PREP TIME: 5 min | COOK TIME: 20 min TOTAL TIME: 25 min | YIELDS: 4 servings
|2-9 oz pkg||Three Bridges Grilled Chicken & Mozzarella Ravioli|
|2 tbsp||olive oil|
|2 cups||crimini mushrooms, quartered|
|2||cloves garlic, sliced|
|1 small||shallot, finely chopped|
|1/4 cup||white wine|
|1 1/2 cups||heavy cream|
|1/4 cup||parmesan cheese|
|1 tsp||fresh rosemary leaves|
|kosher salt to taste|
- Bring a large pot of water to a boil. Add ravioli and cook according to instructions on package. Drain, cover and keep warm.

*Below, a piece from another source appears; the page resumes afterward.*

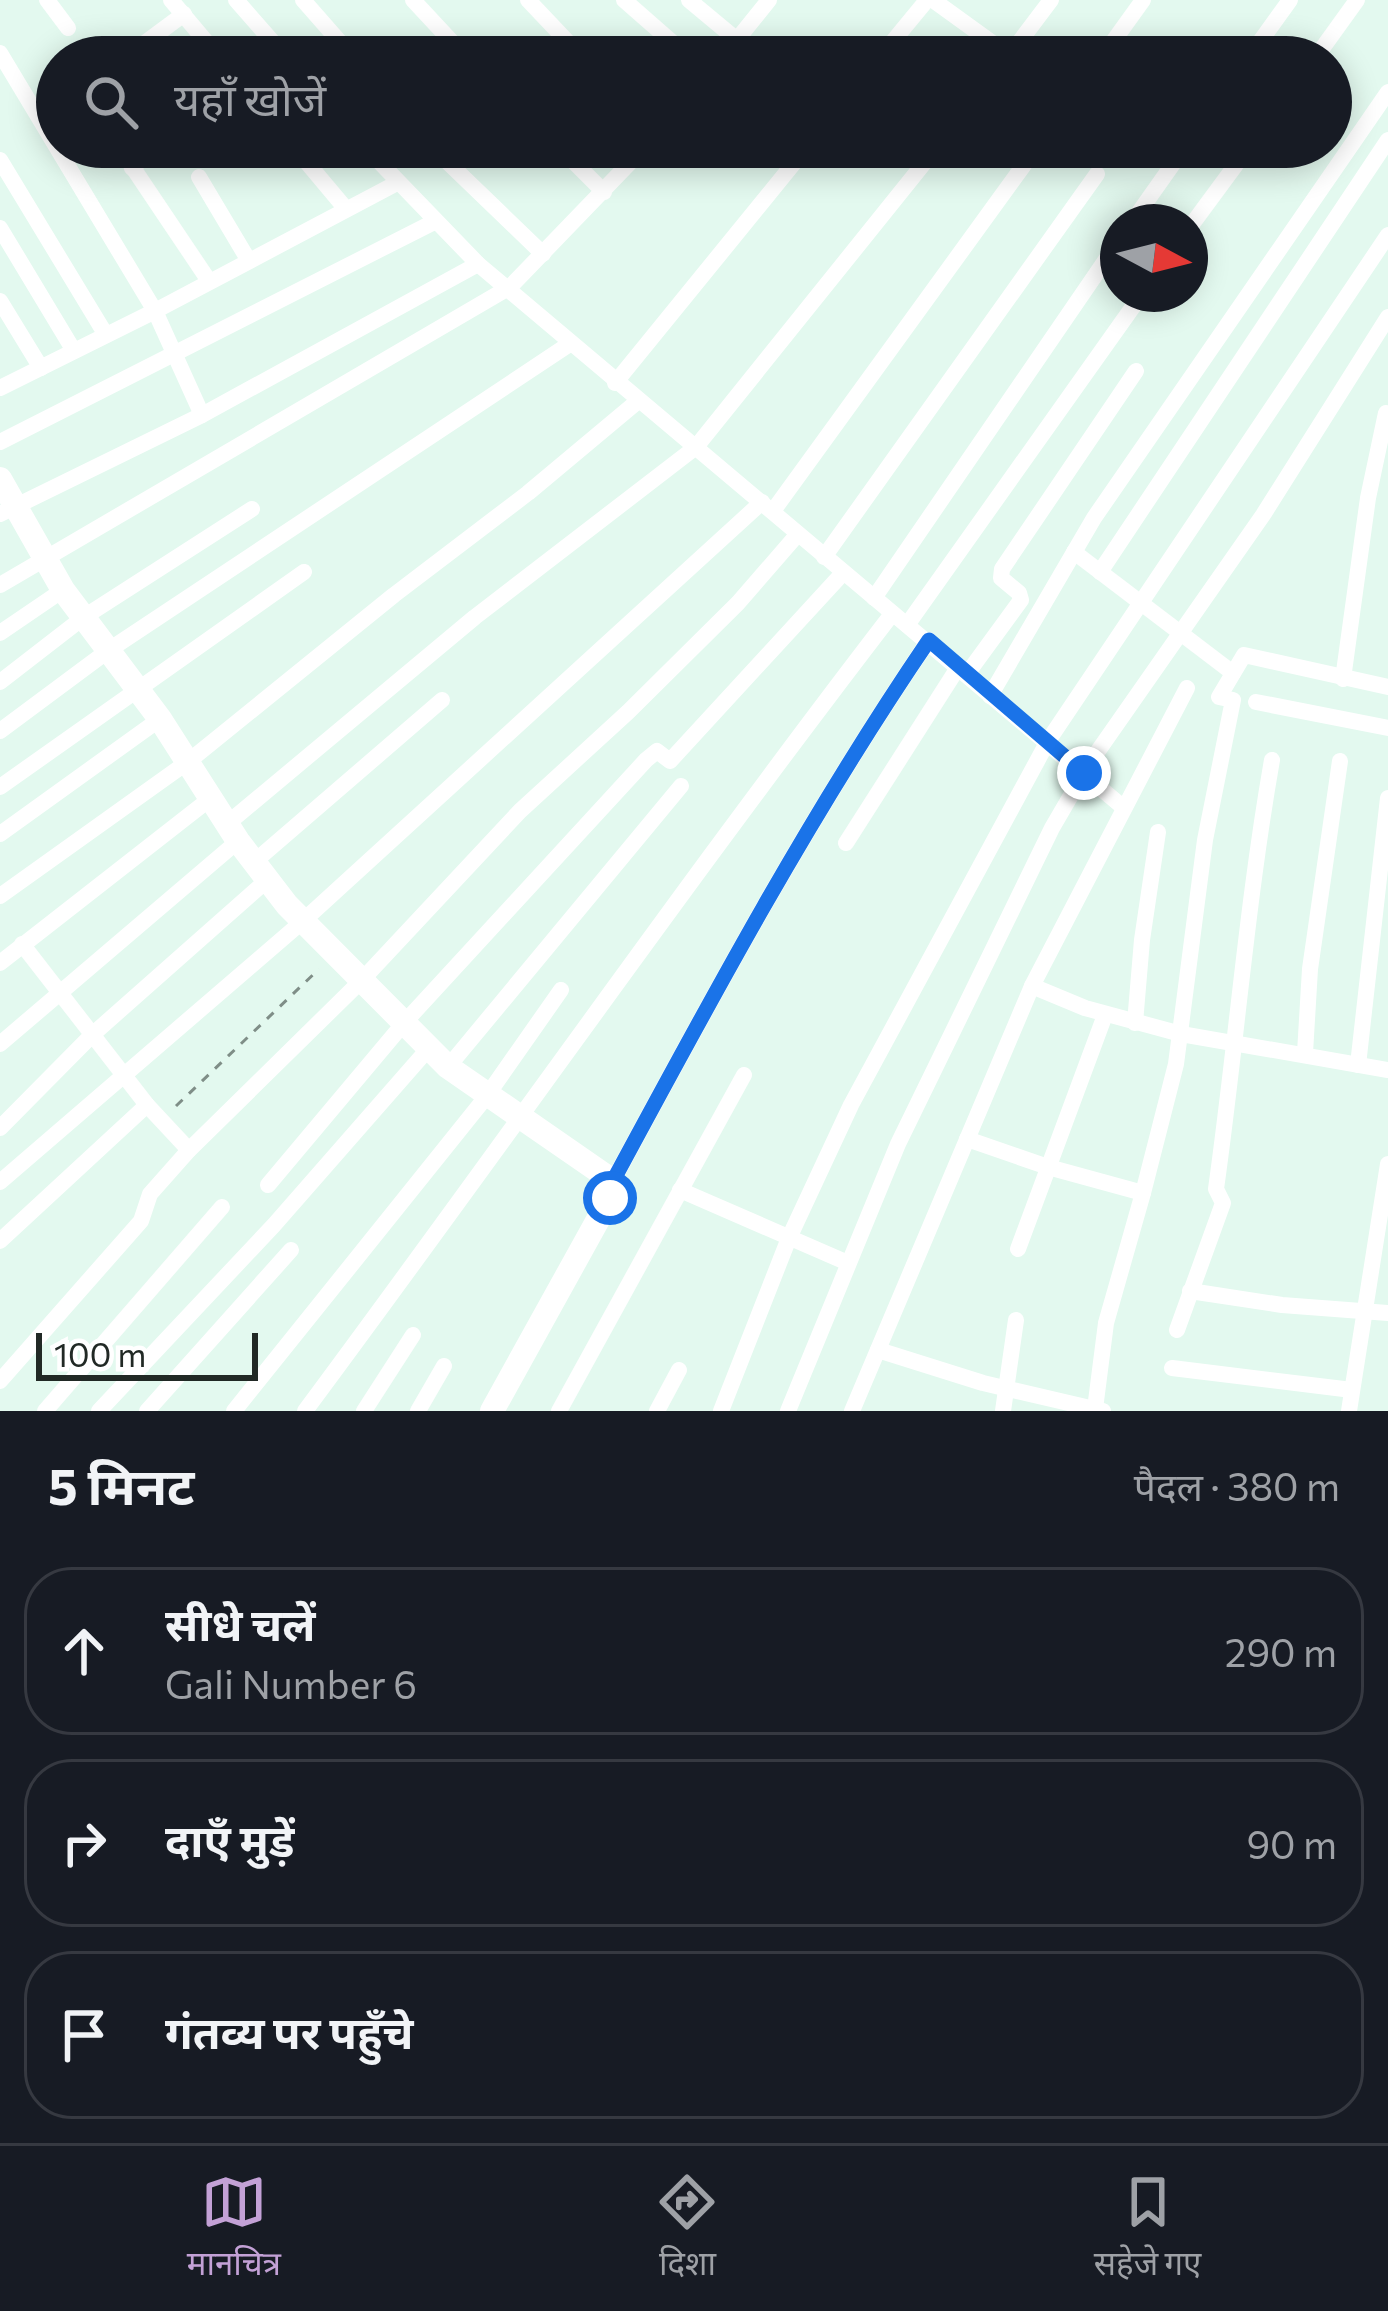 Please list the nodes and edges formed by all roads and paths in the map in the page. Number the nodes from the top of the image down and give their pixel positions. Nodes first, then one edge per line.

- Heat oil in a large skillet over medium high heat; add mushrooms and garlic and sauté for 3-5 minutes, until well browned, being careful not to burn.
- Add butter and shallots and cook until shallots are soft and butter starts to brown. Deglaze with white wine and reduce by half.
- Add cream and reduce slightly. Put the parmesan cheese into the sauce, reduce until slightly thickened, and season to taste.
- Toss pasta into sauce and return the pan to heat for 1 minute until sauce evenly coats the pasta. Remove from heat. Serve topped with rosemary leaves and enjoy!